Fitness ’11

Last year I wrote about some general fitness challenges that I was hoping to undertake.  Though I continued to exercise consistently and enthusiastically, I really didn’t set or meet any concrete goals.  I continued to see measurable progress in my strength, body composition and cardiovascular fitness, but this year I wanna compete!

Here we are in June! If you wanna see what I did the first half of the year, scroll down. Plans from June 1 to the end of the year are here:

2011 – June to December


June 2-6, 2011 – NO RUNNING

June 19, 2011 – Alterna Do it for Dad 10k – goal time: under 50:30 *Did the 5k instead!

July 16, 2011 – Cowpattie Relay 10 miler *Done in a team of three

Sep 18 – Army Half Marathon  – Goal time: 1:52:59 or under *Done!

October 23 – Rattle Me Bones 10k in support of arthritis and orthopaedic research at the Ottawa Hospital – Goal time: 48:22

Dec 3 – Santa Shuffle 5k – Goal time: 23:15

Body Composition:

This is gonna be a big focus for the month of June before I start back into the meat of training for the late-September half-marathon.

  1. To keep track of the hunger effect from training I will (privately) journal my food so that I don’t use running as an excuse to just eat whatever, as I did successfully the last five months.
  2. I will do circuit training 3 times per week and will make sure that in at least one of those classes I focus on lifting heavier with less reps.

Injury Prevention (NEW!!)

  1. Yoga once per week.
  2. REGULAR icing after runs and foam rolling on run days.
  3. Daily stretching (for even just 5 minutes).

2011 – January to June


March 12, 2011 – Ottawa St. Patrick’s Day 10k – goal: under 51 minutes. – ACCOMPLISHED!

April 30, 2011 – Nashville Rock’n’Roll Half Marathon with Jessica (read about us here) – Update March 6 2011 We weren’t able to get our act together for this race so we’ll be doing another one together in the second half of 2011, but I’ve got the May half to look forward to!

April 10, 2011 – Minto Run for Reach 10k – goal: under 51 minutes – ACCOMPLISHED (by over 2 minutes)!

May 29, 2011 – Ottawa Race Weekend Half Marathon – goal time 1:54:59 – ACCOMPLISHED!

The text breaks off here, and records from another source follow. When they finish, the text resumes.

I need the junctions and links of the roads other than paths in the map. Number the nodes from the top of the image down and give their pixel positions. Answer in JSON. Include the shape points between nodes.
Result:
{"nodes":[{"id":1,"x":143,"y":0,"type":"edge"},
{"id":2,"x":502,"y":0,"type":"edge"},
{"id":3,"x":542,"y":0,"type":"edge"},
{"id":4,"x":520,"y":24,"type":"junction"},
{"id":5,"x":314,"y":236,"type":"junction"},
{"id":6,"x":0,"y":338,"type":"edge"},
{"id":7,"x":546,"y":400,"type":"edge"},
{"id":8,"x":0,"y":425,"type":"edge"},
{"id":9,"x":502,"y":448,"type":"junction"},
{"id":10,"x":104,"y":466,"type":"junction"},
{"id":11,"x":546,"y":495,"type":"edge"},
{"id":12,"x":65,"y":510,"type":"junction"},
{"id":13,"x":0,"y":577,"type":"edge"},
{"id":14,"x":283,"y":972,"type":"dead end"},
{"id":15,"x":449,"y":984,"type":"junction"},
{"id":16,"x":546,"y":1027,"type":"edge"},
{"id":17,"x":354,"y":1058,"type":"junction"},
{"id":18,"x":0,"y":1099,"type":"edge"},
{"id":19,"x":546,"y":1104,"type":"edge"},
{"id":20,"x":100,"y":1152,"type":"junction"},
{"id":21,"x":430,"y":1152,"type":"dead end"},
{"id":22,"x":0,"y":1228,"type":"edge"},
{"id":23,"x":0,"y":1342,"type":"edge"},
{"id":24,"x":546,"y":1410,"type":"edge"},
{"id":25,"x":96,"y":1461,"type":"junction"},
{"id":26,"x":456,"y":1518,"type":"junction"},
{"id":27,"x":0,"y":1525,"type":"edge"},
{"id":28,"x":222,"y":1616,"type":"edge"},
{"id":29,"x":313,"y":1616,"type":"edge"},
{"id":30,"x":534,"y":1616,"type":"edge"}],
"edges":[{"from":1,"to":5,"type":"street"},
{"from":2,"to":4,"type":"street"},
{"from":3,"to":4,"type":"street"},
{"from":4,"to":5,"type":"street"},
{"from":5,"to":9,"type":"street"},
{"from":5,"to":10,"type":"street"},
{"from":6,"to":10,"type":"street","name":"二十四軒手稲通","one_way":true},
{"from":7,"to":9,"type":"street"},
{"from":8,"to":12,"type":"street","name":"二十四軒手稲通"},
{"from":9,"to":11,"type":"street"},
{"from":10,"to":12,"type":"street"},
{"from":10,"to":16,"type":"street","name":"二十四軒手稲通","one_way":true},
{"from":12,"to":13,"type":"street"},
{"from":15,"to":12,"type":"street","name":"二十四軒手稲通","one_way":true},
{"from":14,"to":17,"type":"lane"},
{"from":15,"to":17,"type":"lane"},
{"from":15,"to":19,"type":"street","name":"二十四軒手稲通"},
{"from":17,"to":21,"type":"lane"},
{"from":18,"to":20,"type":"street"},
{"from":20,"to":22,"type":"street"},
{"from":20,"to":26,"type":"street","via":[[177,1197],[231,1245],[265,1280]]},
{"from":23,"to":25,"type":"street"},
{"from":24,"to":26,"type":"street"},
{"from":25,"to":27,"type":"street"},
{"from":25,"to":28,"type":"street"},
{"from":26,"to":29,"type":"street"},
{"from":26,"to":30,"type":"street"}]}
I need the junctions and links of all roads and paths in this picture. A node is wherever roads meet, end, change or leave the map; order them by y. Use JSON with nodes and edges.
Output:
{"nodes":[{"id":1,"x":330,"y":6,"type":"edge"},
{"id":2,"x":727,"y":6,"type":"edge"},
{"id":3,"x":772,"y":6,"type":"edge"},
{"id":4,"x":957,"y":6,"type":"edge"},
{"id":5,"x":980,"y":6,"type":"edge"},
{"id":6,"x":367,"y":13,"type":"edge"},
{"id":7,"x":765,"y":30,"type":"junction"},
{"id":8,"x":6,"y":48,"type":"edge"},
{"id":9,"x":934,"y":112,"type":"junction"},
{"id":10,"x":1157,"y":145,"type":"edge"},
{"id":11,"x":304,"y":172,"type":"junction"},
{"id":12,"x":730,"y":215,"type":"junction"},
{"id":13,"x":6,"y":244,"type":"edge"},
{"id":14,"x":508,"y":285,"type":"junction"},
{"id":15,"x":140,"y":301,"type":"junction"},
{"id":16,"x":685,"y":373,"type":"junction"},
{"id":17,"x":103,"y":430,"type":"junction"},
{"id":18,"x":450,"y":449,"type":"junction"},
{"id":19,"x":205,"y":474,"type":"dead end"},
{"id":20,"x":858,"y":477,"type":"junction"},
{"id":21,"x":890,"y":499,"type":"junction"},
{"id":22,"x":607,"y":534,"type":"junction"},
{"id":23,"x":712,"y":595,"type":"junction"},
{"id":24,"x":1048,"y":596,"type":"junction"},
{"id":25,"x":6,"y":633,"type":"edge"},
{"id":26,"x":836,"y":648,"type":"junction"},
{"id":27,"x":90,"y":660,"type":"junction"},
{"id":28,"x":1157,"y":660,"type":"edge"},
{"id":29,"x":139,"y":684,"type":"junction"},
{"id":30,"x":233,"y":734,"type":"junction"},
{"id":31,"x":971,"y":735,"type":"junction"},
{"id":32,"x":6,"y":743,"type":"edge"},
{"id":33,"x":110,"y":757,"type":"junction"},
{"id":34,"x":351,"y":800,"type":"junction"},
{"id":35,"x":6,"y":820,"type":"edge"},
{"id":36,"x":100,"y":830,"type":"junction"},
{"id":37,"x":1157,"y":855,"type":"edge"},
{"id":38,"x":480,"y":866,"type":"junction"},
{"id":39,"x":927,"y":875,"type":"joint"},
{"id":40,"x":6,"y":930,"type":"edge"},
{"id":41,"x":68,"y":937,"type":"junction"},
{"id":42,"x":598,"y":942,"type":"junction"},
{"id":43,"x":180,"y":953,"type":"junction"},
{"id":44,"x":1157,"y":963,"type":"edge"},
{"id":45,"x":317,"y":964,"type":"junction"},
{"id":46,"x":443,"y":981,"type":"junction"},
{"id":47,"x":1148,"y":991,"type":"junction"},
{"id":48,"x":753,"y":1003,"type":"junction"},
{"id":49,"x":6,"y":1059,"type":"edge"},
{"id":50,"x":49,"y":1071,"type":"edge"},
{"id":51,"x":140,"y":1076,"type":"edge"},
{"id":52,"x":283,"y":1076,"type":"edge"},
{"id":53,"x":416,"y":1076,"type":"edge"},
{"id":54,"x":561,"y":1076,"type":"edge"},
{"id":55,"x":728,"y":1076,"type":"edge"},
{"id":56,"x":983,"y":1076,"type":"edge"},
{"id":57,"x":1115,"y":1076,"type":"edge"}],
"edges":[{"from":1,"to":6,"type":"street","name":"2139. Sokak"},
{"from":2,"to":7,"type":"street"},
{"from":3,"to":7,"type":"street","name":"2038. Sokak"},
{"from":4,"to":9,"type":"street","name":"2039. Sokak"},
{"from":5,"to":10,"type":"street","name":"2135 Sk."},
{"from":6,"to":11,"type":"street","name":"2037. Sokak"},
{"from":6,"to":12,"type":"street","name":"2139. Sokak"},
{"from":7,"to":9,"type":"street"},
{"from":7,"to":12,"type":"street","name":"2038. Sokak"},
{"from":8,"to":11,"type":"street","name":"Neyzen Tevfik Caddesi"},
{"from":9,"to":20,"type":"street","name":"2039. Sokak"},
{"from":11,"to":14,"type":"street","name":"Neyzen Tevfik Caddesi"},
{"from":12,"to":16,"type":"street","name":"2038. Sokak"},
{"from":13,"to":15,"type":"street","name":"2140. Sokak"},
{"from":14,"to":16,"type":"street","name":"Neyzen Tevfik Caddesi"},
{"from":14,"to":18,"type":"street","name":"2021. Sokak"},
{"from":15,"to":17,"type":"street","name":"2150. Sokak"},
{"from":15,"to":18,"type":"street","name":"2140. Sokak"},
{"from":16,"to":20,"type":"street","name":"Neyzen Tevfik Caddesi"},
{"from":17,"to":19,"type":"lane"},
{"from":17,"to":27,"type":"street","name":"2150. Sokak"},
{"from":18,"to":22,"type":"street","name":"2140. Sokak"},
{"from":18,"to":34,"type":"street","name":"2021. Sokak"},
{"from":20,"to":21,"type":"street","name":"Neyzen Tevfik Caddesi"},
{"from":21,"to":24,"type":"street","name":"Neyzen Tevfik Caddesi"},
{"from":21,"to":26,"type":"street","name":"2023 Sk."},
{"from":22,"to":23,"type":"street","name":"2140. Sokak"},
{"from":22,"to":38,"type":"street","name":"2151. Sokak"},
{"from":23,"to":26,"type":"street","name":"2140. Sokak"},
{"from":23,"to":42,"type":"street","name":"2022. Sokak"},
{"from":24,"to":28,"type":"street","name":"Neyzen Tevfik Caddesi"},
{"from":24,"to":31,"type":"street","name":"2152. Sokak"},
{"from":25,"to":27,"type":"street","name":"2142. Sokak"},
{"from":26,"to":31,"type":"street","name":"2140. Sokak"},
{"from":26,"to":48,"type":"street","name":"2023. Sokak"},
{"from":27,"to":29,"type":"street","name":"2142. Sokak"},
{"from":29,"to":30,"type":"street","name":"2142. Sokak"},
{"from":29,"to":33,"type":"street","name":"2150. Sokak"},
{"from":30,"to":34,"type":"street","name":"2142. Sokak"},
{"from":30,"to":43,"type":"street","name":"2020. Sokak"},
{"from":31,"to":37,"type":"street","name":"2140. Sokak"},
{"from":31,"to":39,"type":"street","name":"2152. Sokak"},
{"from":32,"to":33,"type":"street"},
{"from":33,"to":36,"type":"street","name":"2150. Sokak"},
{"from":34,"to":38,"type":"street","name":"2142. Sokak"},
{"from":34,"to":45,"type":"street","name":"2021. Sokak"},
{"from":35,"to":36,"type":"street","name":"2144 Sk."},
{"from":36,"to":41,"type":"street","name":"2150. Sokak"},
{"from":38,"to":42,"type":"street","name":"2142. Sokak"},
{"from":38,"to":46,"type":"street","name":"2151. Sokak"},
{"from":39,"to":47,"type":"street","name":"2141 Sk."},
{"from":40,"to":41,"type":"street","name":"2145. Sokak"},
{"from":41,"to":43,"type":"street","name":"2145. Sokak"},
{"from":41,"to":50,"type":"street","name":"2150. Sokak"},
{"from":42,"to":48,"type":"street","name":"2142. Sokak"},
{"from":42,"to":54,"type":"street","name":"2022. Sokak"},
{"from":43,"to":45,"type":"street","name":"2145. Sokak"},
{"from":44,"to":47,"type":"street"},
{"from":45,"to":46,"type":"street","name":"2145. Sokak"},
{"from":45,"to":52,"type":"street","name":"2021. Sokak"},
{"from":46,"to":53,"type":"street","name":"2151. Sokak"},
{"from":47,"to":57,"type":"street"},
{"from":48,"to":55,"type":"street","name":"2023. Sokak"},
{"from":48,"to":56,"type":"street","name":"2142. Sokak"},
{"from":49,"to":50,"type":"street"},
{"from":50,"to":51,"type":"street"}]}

June 19, 2011 – Alterna Do it for Dad 10k – goal time under 50 minutes. This event takes place on Father’s Day. In honour of the great men in my life (dad, Derek) and my men-to-be (children!), I am fundraising for this event in support of research, prevention and equipment for all men’s cancers. Visit my personal fundraising page to donate. I am working extra hard to train for this one and get my best time EVER.

Body Composition:

While I’ve just been running regularly again for the last 6 weeks or so, I’ve read many articles on weight gain during endurance training.  I am not so keen on that.

To counteract the hunger effect from training:

1.  I will run no more than 3 times per week.

I ended up doing 4 times per week for the last 2 months.

2.  I will (privately) journal my food so that I don’t use running as an excuse to just eat whatever.

Did this daily for the entire time. It helped me to see where and how I gained weight when I did (at the peak of training).

3.  I will continue my Friday heavy weight-training days with my trainer.

Family priorities came first and I gave this up in mid-April.

4.  I will continue to do circuit training 2 days per week.

Done until the last few weeks.

That looks like a lot of time training, but really, it’s just 4 days per week.

Monday and Wednesday will be circuit training at Greco Lean and Fit immediately followed by runs (warm up followed by high intensity intervals and/or hills, though I hate hills).  I’m loving the treadmill for these.

Friday will be weight training.

Saturday and/or Sunday will be a long run outside.  My skiing weather cut-off is usually -10C at the bottom of the mountain, so I think I’ll use the same for running.  Long runs on the treadmill don’t scare me.